La guerra comercial de Trump explicada desde cero
Resumen rápido
Ideas principales
De proteger la industria a arma de negociación geopolítica
En 2018, Trump empezó con aranceles a China para reducir el déficit comercial más grande de la historia. En su segundo mandato (2025), la estrategia cambió radicalmente: ahora usa los aranceles como herramienta de presión contra cualquier país para forzar acuerdos favorables a EE.UU. Ya no se trata solo de proteger industrias, sino de obtener concesiones políticas, militares y energéticas.
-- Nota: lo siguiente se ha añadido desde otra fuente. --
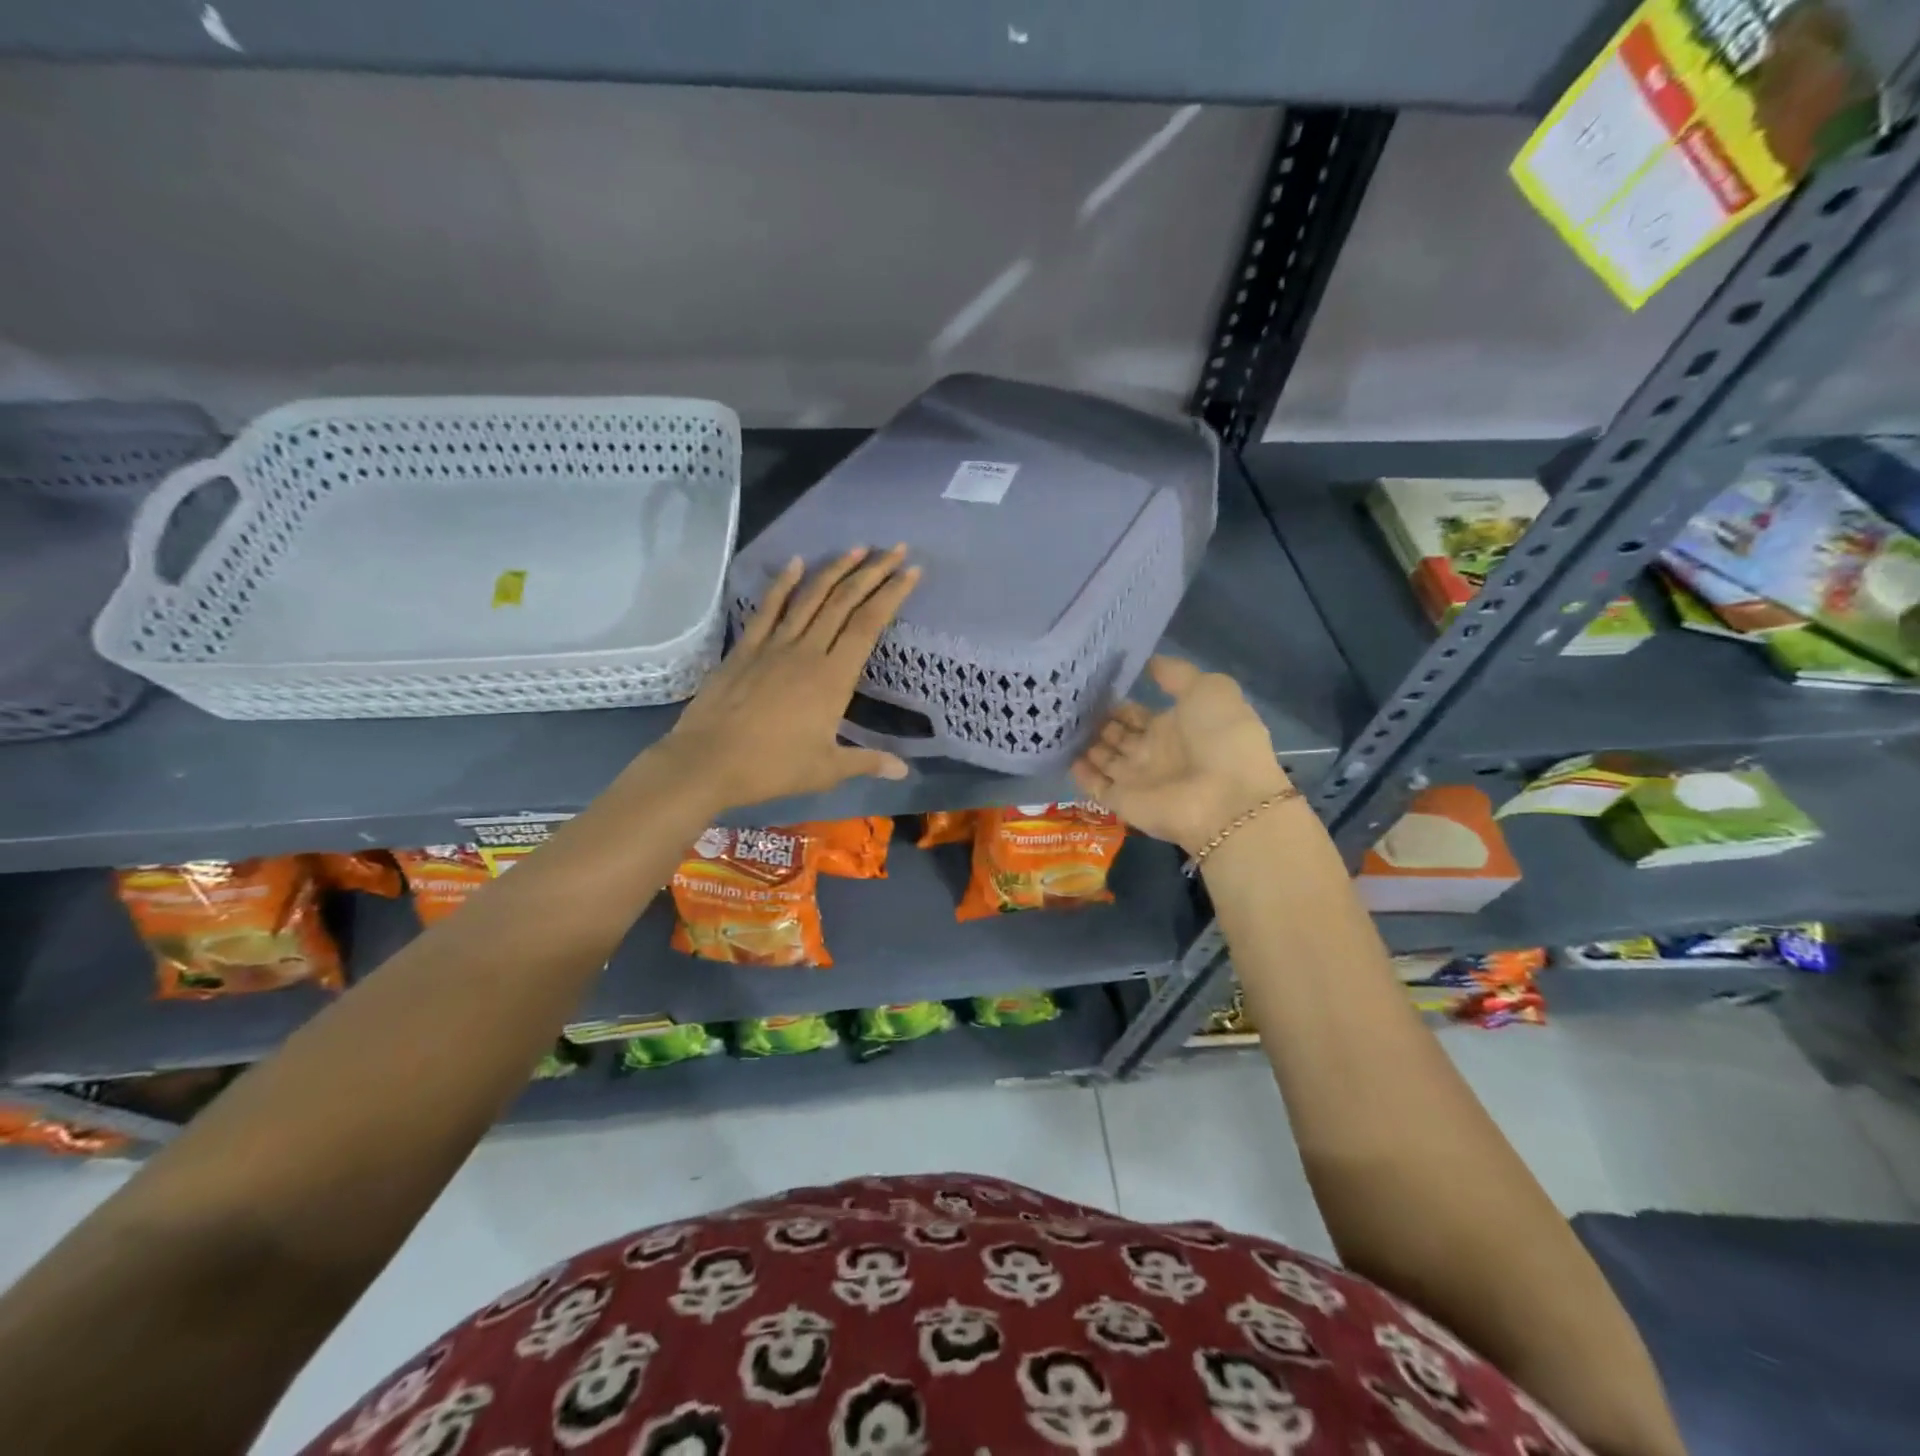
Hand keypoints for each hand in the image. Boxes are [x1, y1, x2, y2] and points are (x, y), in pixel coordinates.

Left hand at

Casos concretos: México, Canadá, Europa, Japón y Corea del Sur
Amenazó a México con aranceles del 25% para forzar control migratorio en la frontera con Guatemala (México mandó miles de guardias nacionales). A Canadá, 25% para cambiar el comercio energético y agrícola. A Europa, 30% sobre coches para que compre más gas natural licuado americano. A Japón y Corea del Sur, 20% sobre coches y electrónica para que aumenten gasto militar y compren armas estadounidenses. En todos los casos, la presión funcionó parcialmente.
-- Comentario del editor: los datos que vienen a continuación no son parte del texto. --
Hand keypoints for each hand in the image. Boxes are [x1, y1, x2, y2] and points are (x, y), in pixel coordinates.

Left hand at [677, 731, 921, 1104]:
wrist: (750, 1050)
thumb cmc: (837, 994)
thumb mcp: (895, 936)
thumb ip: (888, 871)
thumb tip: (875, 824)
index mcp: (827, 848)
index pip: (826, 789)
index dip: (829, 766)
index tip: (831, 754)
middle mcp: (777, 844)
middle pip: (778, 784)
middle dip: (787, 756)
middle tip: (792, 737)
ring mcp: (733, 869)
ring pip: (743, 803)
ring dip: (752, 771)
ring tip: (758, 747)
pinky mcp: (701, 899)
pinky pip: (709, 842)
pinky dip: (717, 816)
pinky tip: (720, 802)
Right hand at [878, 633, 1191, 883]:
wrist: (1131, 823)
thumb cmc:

La primera guerra comercial con China no la ganó nadie
EE.UU. no consiguió reducir el déficit comercial con China, aunque frenó su escalada. China creció menos de lo habitual y un 2,5% de su población perdió empleo o vio reducido su salario. Pero China compensó exportando más al sudeste asiático y a Rusia. Las exportaciones agrícolas de EE.UU. a China cayeron tanto que tuvo que rescatar al sector agrario.
China se reinventó mientras Occidente no miraba
Cuando la burbuja inmobiliaria china empezó a estallar, el gobierno redirigió las inversiones hacia transición energética: paneles solares, baterías, coches eléctricos, litio y tierras raras. Con subvenciones masivas (muchas empresas operando a pérdidas), los productos chinos inundaron mercados internacionales, hicieron quebrar a competidores europeos y BYD se convirtió en el mayor fabricante mundial de coches eléctricos.
El efecto boomerang: los socios de EE.UU. buscan independizarse
La estrategia de presión constante tiene un límite. La Unión Europea está diversificando proveedores de gas (Argelia, Catar, Noruega), estrechando lazos comerciales con América Latina (Brasil, México, Argentina) y considerando aumentar el uso del euro en transacciones globales para depender menos del dólar. A largo plazo, Trump podría estar acelerando exactamente lo que quiere evitar: la fragmentación del dominio comercial estadounidense.